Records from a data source

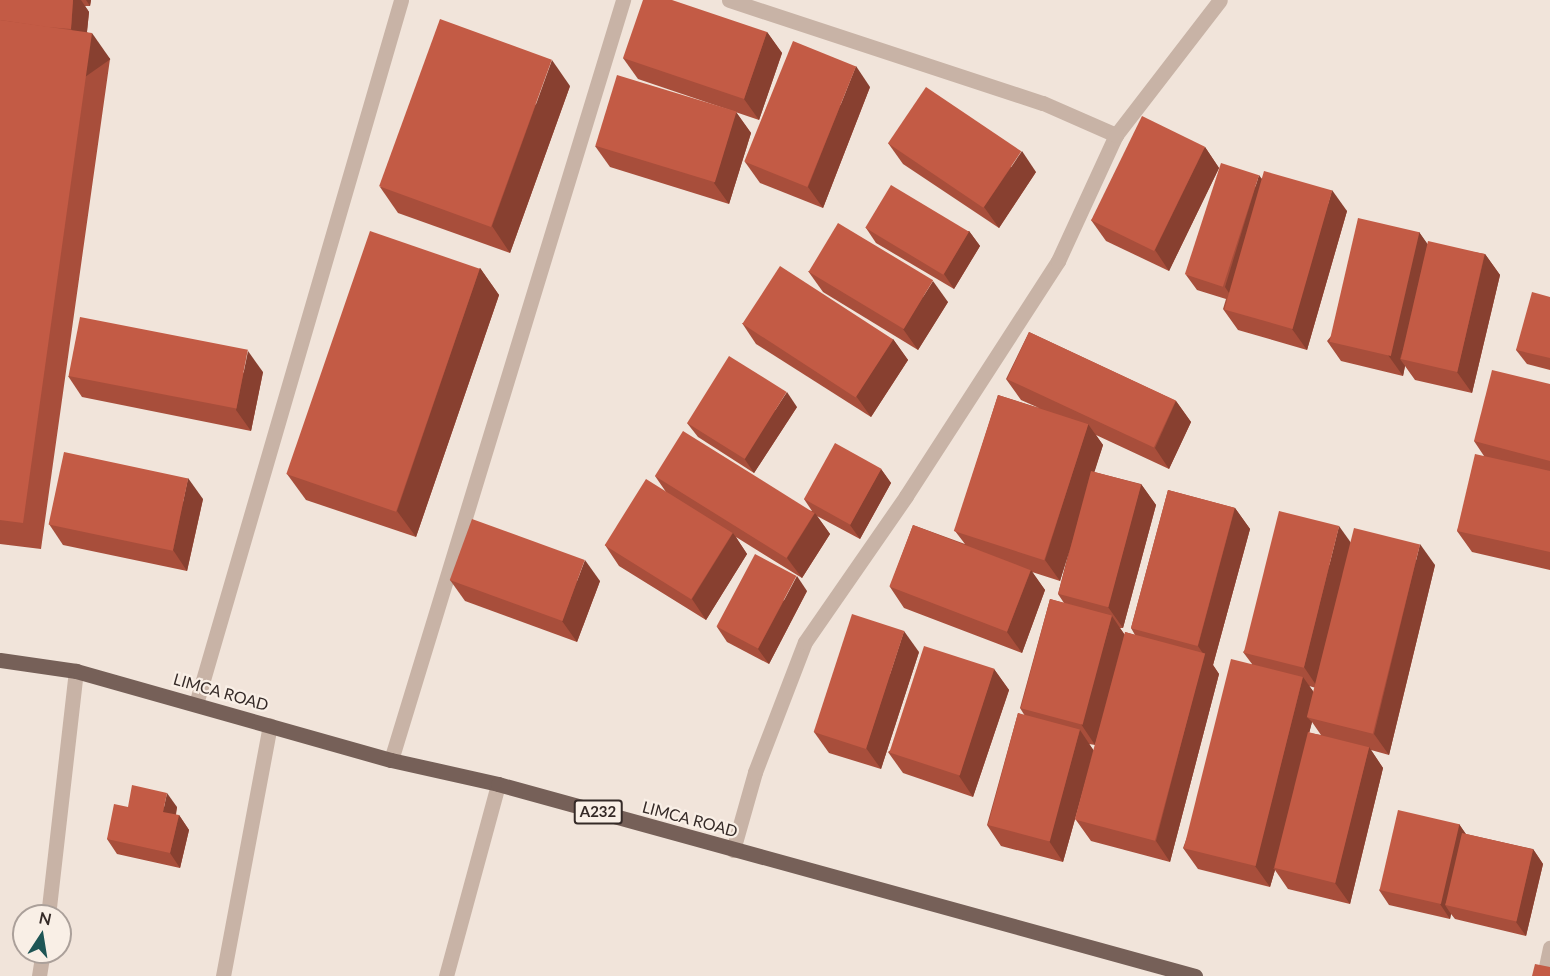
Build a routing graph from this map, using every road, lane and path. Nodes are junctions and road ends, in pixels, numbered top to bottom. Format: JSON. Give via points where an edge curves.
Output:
{"nodes":[{"id":1,"x":400,"y":0,"type":"edge"},
{"id":2,"x":623,"y":0,"type":"edge"},
{"id":3,"x":729,"y":0,"type":"edge"},
{"id":4,"x":1220,"y":0,"type":"edge"},
{"id":5,"x":1116,"y":135,"type":"junction"},
{"id":6,"x":0,"y":660,"type":"edge"},
{"id":7,"x":76,"y":671,"type":"junction"},
{"id":8,"x":196,"y":704,"type":"junction"},
{"id":9,"x":270,"y":725,"type":"junction"},
{"id":10,"x":391,"y":760,"type":"junction"},
{"id":11,"x":498,"y":784,"type":"junction"},
{"id":12,"x":733,"y":850,"type":"junction"},
{"id":13,"x":49,"y":904,"type":"edge"},
{"id":14,"x":1550,"y":948,"type":"edge"},
{"id":15,"x":223,"y":976,"type":"edge"},
{"id":16,"x":446,"y":976,"type":"edge"},
{"id":17,"x":1195,"y":976,"type":"edge"},
{"id":18,"x":1544,"y":976,"type":"edge"}],
"edges":[{"from":1,"to":8,"type":"street"},
{"from":2,"to":10,"type":"street"},
{"from":3,"to":5,"type":"street","via":[[1043,103]]},
{"from":4,"to":5,"type":"street"},
{"from":5,"to":12,"type":"street","via":[[1058,261],[906,496],[805,642],[755,772]]},
{"from":6,"to":7,"type":"main road","name":"LIMCA ROAD","number":"A232"},
{"from":7,"to":8,"type":"main road","name":"LIMCA ROAD","number":"A232"},
{"from":7,"to":13,"type":"street"},
{"from":8,"to":9,"type":"main road","name":"LIMCA ROAD","number":"A232"},
{"from":9,"to":10,"type":"main road","name":"LIMCA ROAD","number":"A232"},
{"from":9,"to":15,"type":"street"},
{"from":10,"to":11,"type":"main road","name":"LIMCA ROAD","number":"A232"},
{"from":11,"to":12,"type":"main road","name":"LIMCA ROAD","number":"A232"},
{"from":11,"to":16,"type":"street"},
{"from":12,"to":17,"type":"main road","name":"LIMCA ROAD","number":"A232"},
{"from":14,"to":18,"type":"street"}]}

*Required action*: For this exercise, transcribe the entries above exactly, without any pictures.

*Result*:
Build a routing graph from this map, using every road, lane and path. Nodes are junctions and road ends, in pixels, numbered top to bottom. Format: JSON. Give via points where an edge curves.
Output:
{"nodes":[{"id":1,"x":400,"y":0,"type":"edge"},
{"id":2,"x":623,"y":0,"type":"edge"},
{"id":3,"x":729,"y":0,"type":"edge"},
{"id":4,"x":1220,"y":0,"type":"edge"},
{"id":5,"x":1116,"y":135,"type":"junction"},
{"id":6,"x":0,"y":660,"type":"edge"},
{"id":7,"x":76,"y":671,"type":"junction"},
{"id":8,"x":196,"y":704,"type":"junction"},
{"id":9,"x":270,"y":725,"type":"junction"},
{"id":10,"x":391,"y":760,"type":"junction"},
{"id":11,"x":498,"y":784,"type":"junction"},
{"id":12,"x":733,"y":850,"type":"junction"},
{"id":13,"x":49,"y":904,"type":"edge"},
{"id":14,"x":1550,"y":948,"type":"edge"},
{"id":15,"x":223,"y":976,"type":"edge"},
{"id":16,"x":446,"y":976,"type":"edge"},
{"id":17,"x":1195,"y":976,"type":"edge"},
{"id":18,"x":1544,"y":976,"type":"edge"}],
"edges":[{"from":1,"to":8,"type":"street"},
{"from":2,"to":10,"type":"street"},
{"from":3,"to":5,"type":"street","via":[[1043,103]]},
{"from":4,"to":5,"type":"street"},
{"from":5,"to":12,"type":"street","via":[[1058,261],[906,496],[805,642],[755,772]]},
{"from":6,"to":7,"type":"main road","name":"LIMCA ROAD","number":"A232"},
{"from":7,"to":8,"type":"main road","name":"LIMCA ROAD","number":"A232"},
{"from":7,"to":13,"type":"street"},
{"from":8,"to":9,"type":"main road","name":"LIMCA ROAD","number":"A232"},
{"from":9,"to":10,"type":"main road","name":"LIMCA ROAD","number":"A232"},
{"from":9,"to":15,"type":"street"},
{"from":10,"to":11,"type":"main road","name":"LIMCA ROAD","number":"A232"},
{"from":11,"to":12,"type":"main road","name":"LIMCA ROAD","number":"A232"},
{"from":11,"to":16,"type":"street"},
{"from":12,"to":17,"type":"main road","name":"LIMCA ROAD","number":"A232"},
{"from":14,"to":18,"type":"street"}]}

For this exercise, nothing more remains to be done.